*Work item*:
Could you print each entry below verbatim while omitting the pictures?

BEGIN Entries provided

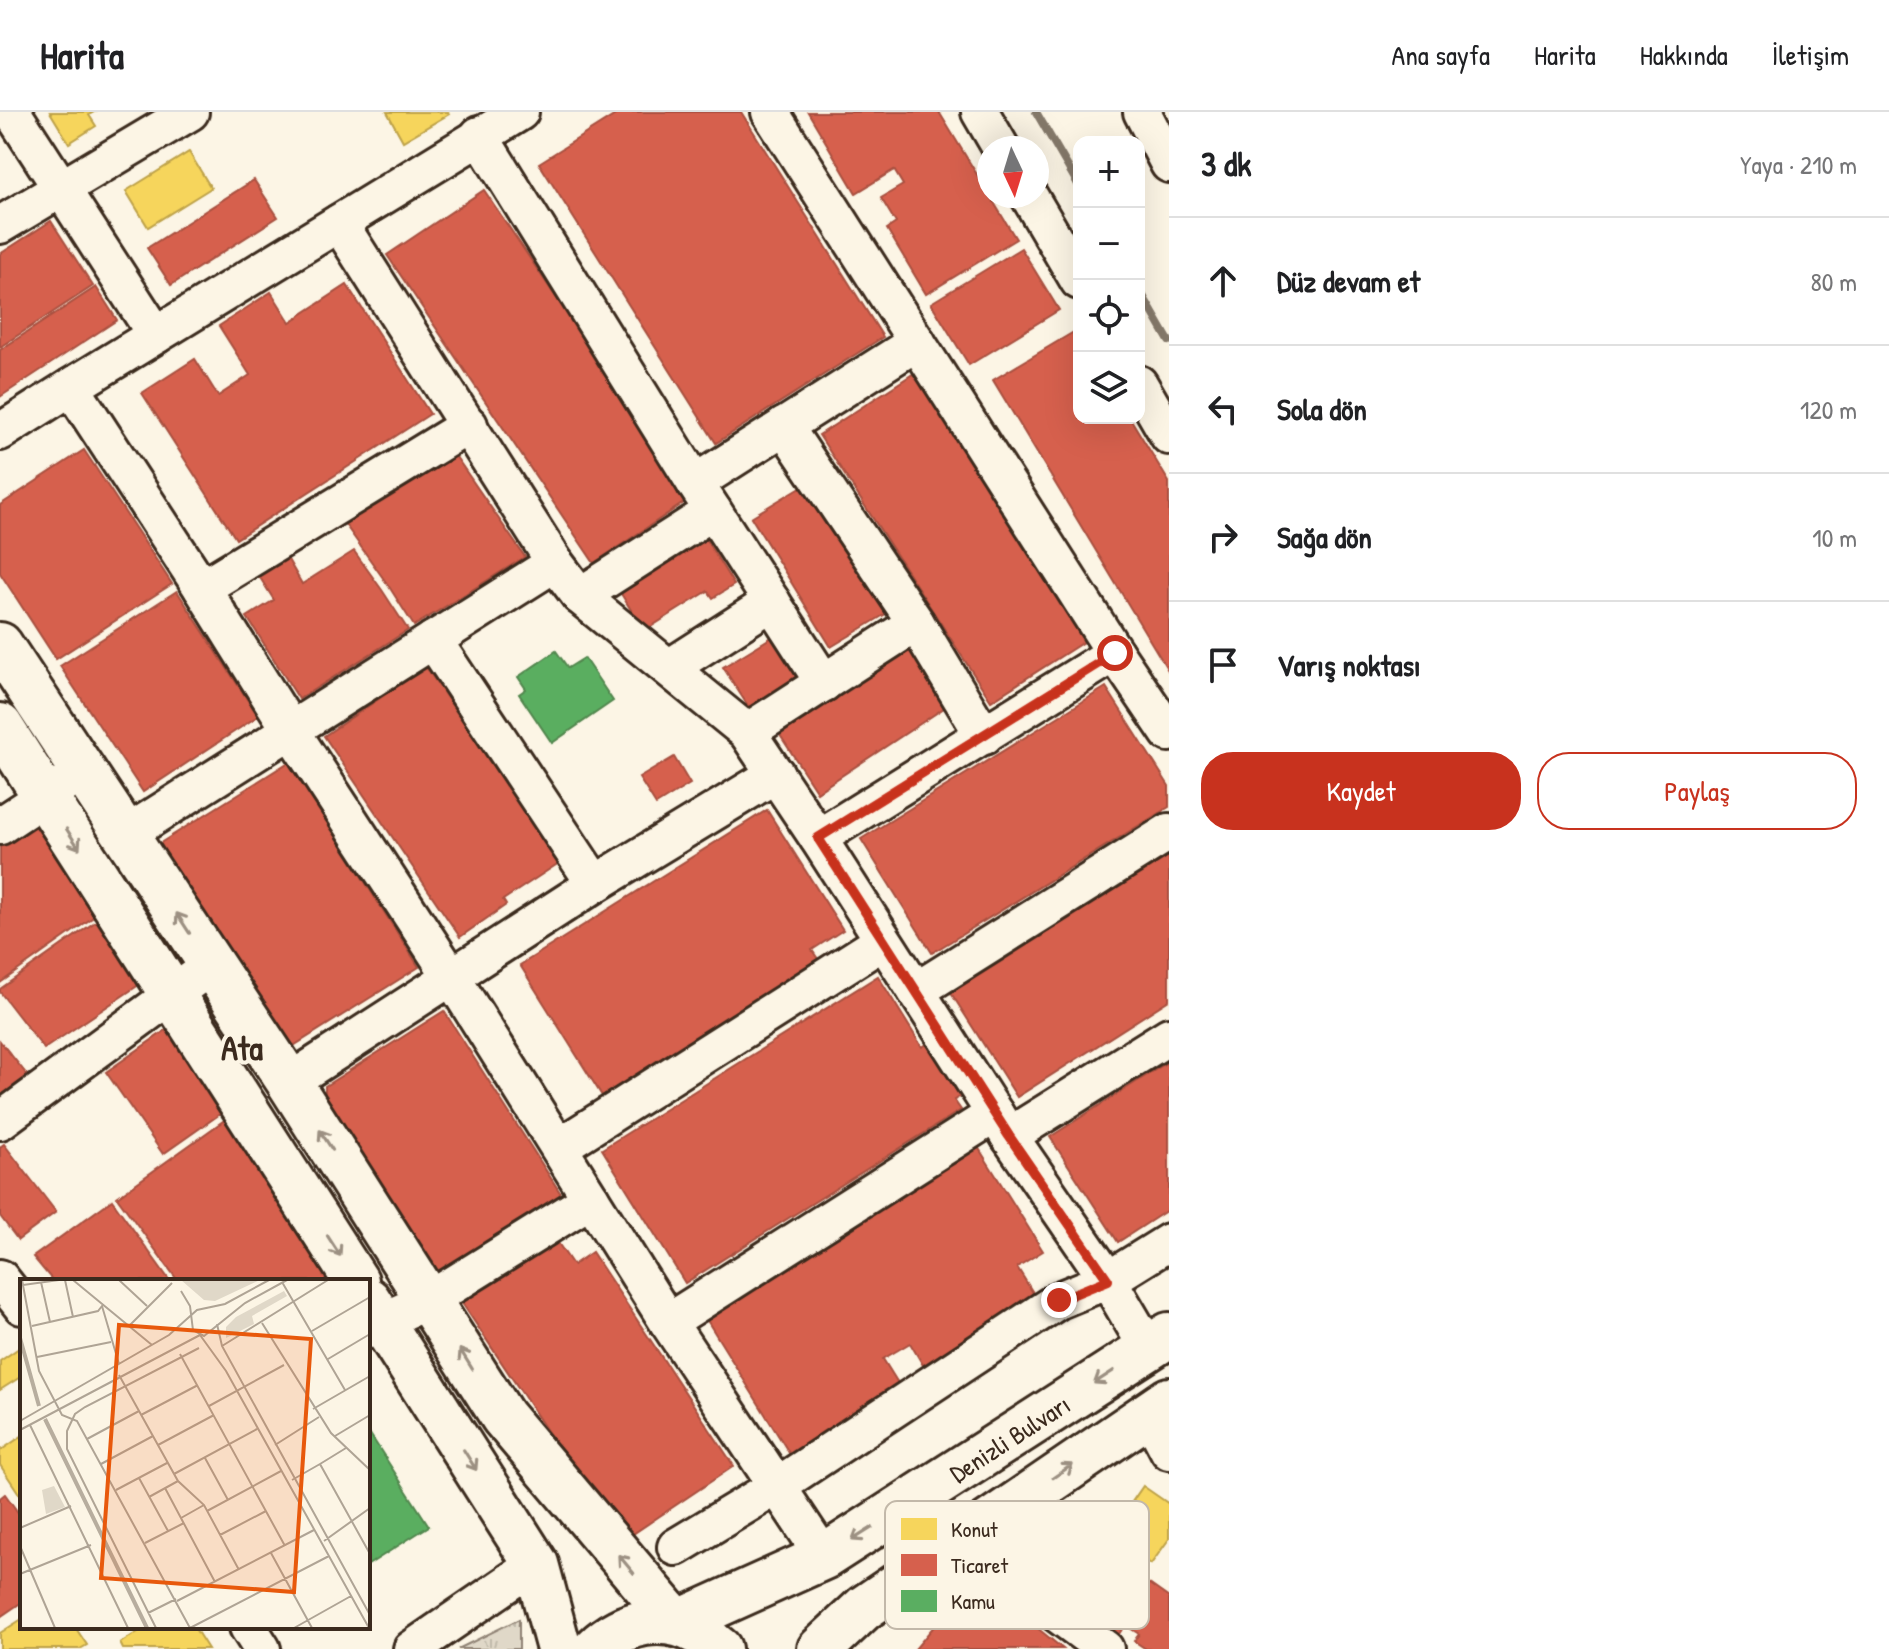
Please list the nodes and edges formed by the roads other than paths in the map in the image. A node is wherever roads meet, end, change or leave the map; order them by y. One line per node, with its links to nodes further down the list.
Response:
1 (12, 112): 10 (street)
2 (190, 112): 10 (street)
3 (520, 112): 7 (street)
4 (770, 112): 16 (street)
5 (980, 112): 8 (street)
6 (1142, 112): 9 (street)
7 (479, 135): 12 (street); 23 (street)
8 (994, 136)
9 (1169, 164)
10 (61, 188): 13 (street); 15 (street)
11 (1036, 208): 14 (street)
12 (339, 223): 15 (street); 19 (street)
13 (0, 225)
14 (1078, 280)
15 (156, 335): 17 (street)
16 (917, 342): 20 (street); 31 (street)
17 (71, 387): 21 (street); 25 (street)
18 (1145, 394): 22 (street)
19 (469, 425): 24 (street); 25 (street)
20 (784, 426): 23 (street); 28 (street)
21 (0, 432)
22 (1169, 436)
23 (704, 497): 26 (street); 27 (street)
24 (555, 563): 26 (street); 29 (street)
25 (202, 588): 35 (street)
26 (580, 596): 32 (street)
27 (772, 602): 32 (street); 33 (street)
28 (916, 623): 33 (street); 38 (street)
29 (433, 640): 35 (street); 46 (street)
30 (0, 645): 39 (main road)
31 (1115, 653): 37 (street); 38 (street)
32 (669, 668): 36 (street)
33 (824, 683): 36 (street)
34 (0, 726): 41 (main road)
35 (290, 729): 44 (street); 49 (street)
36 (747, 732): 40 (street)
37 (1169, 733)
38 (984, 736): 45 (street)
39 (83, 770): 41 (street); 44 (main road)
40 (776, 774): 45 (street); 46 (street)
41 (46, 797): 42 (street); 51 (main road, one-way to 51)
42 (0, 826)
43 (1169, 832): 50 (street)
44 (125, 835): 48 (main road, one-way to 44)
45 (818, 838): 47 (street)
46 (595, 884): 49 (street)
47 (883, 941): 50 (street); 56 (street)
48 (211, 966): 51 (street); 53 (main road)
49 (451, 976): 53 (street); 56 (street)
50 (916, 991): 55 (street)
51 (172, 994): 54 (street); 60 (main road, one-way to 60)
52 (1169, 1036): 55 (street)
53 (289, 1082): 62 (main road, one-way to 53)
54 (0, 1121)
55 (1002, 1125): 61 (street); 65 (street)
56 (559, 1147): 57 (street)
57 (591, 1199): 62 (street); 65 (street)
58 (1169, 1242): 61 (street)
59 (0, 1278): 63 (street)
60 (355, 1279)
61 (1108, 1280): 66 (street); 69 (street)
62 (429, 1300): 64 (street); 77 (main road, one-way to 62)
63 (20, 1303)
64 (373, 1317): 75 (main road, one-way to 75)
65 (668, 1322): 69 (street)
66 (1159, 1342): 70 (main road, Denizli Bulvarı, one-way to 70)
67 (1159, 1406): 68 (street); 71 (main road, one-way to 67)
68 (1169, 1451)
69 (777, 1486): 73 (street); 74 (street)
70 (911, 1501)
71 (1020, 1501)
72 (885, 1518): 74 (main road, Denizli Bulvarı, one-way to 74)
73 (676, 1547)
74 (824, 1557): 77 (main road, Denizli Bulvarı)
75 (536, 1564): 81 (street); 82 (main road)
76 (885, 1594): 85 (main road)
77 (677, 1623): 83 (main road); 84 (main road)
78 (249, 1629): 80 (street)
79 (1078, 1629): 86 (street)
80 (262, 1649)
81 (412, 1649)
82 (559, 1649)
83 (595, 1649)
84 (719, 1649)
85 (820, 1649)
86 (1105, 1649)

END Entries provided

*Written solution*:
Please list the nodes and edges formed by the roads other than paths in the map in the image. A node is wherever roads meet, end, change or leave the map; order them by y. One line per node, with its links to nodes further down the list.
Response:
1 (12, 112): 10 (street)
2 (190, 112): 10 (street)
3 (520, 112): 7 (street)
4 (770, 112): 16 (street)
5 (980, 112): 8 (street)
6 (1142, 112): 9 (street)
7 (479, 135): 12 (street); 23 (street)
8 (994, 136)
9 (1169, 164)
10 (61, 188): 13 (street); 15 (street)
11 (1036, 208): 14 (street)
12 (339, 223): 15 (street); 19 (street)
13 (0, 225)
14 (1078, 280)
15 (156, 335): 17 (street)
16 (917, 342): 20 (street); 31 (street)
17 (71, 387): 21 (street); 25 (street)
18 (1145, 394): 22 (street)
19 (469, 425): 24 (street); 25 (street)
20 (784, 426): 23 (street); 28 (street)
21 (0, 432)
22 (1169, 436)
23 (704, 497): 26 (street); 27 (street)
24 (555, 563): 26 (street); 29 (street)
25 (202, 588): 35 (street)
26 (580, 596): 32 (street)
27 (772, 602): 32 (street); 33 (street)
28 (916, 623): 33 (street); 38 (street)
29 (433, 640): 35 (street); 46 (street)
30 (0, 645): 39 (main road)
31 (1115, 653): 37 (street); 38 (street)
32 (669, 668): 36 (street)
33 (824, 683): 36 (street)
34 (0, 726): 41 (main road)
35 (290, 729): 44 (street); 49 (street)
36 (747, 732): 40 (street)
37 (1169, 733)
38 (984, 736): 45 (street)
39 (83, 770): 41 (street); 44 (main road)
40 (776, 774): 45 (street); 46 (street)
41 (46, 797): 42 (street); 51 (main road, one-way to 51)
42 (0, 826)
43 (1169, 832): 50 (street)
44 (125, 835): 48 (main road, one-way to 44)
45 (818, 838): 47 (street)
46 (595, 884): 49 (street)
47 (883, 941): 50 (street); 56 (street)
48 (211, 966): 51 (street); 53 (main road)
49 (451, 976): 53 (street); 56 (street)
50 (916, 991): 55 (street)
51 (172, 994): 54 (street); 60 (main road, one-way to 60)
52 (1169, 1036): 55 (street)
53 (289, 1082): 62 (main road, one-way to 53)
54 (0, 1121)
55 (1002, 1125): 61 (street); 65 (street)
56 (559, 1147): 57 (street)
57 (591, 1199): 62 (street); 65 (street)
58 (1169, 1242): 61 (street)
59 (0, 1278): 63 (street)
60 (355, 1279)
61 (1108, 1280): 66 (street); 69 (street)
62 (429, 1300): 64 (street); 77 (main road, one-way to 62)
63 (20, 1303)
64 (373, 1317): 75 (main road, one-way to 75)
65 (668, 1322): 69 (street)
66 (1159, 1342): 70 (main road, Denizli Bulvarı, one-way to 70)
67 (1159, 1406): 68 (street); 71 (main road, one-way to 67)
68 (1169, 1451)
69 (777, 1486): 73 (street); 74 (street)
70 (911, 1501)
71 (1020, 1501)
72 (885, 1518): 74 (main road, Denizli Bulvarı, one-way to 74)
73 (676, 1547)
74 (824, 1557): 77 (main road, Denizli Bulvarı)
75 (536, 1564): 81 (street); 82 (main road)
76 (885, 1594): 85 (main road)
77 (677, 1623): 83 (main road); 84 (main road)
78 (249, 1629): 80 (street)
79 (1078, 1629): 86 (street)
80 (262, 1649)
81 (412, 1649)
82 (559, 1649)
83 (595, 1649)
84 (719, 1649)
85 (820, 1649)
86 (1105, 1649)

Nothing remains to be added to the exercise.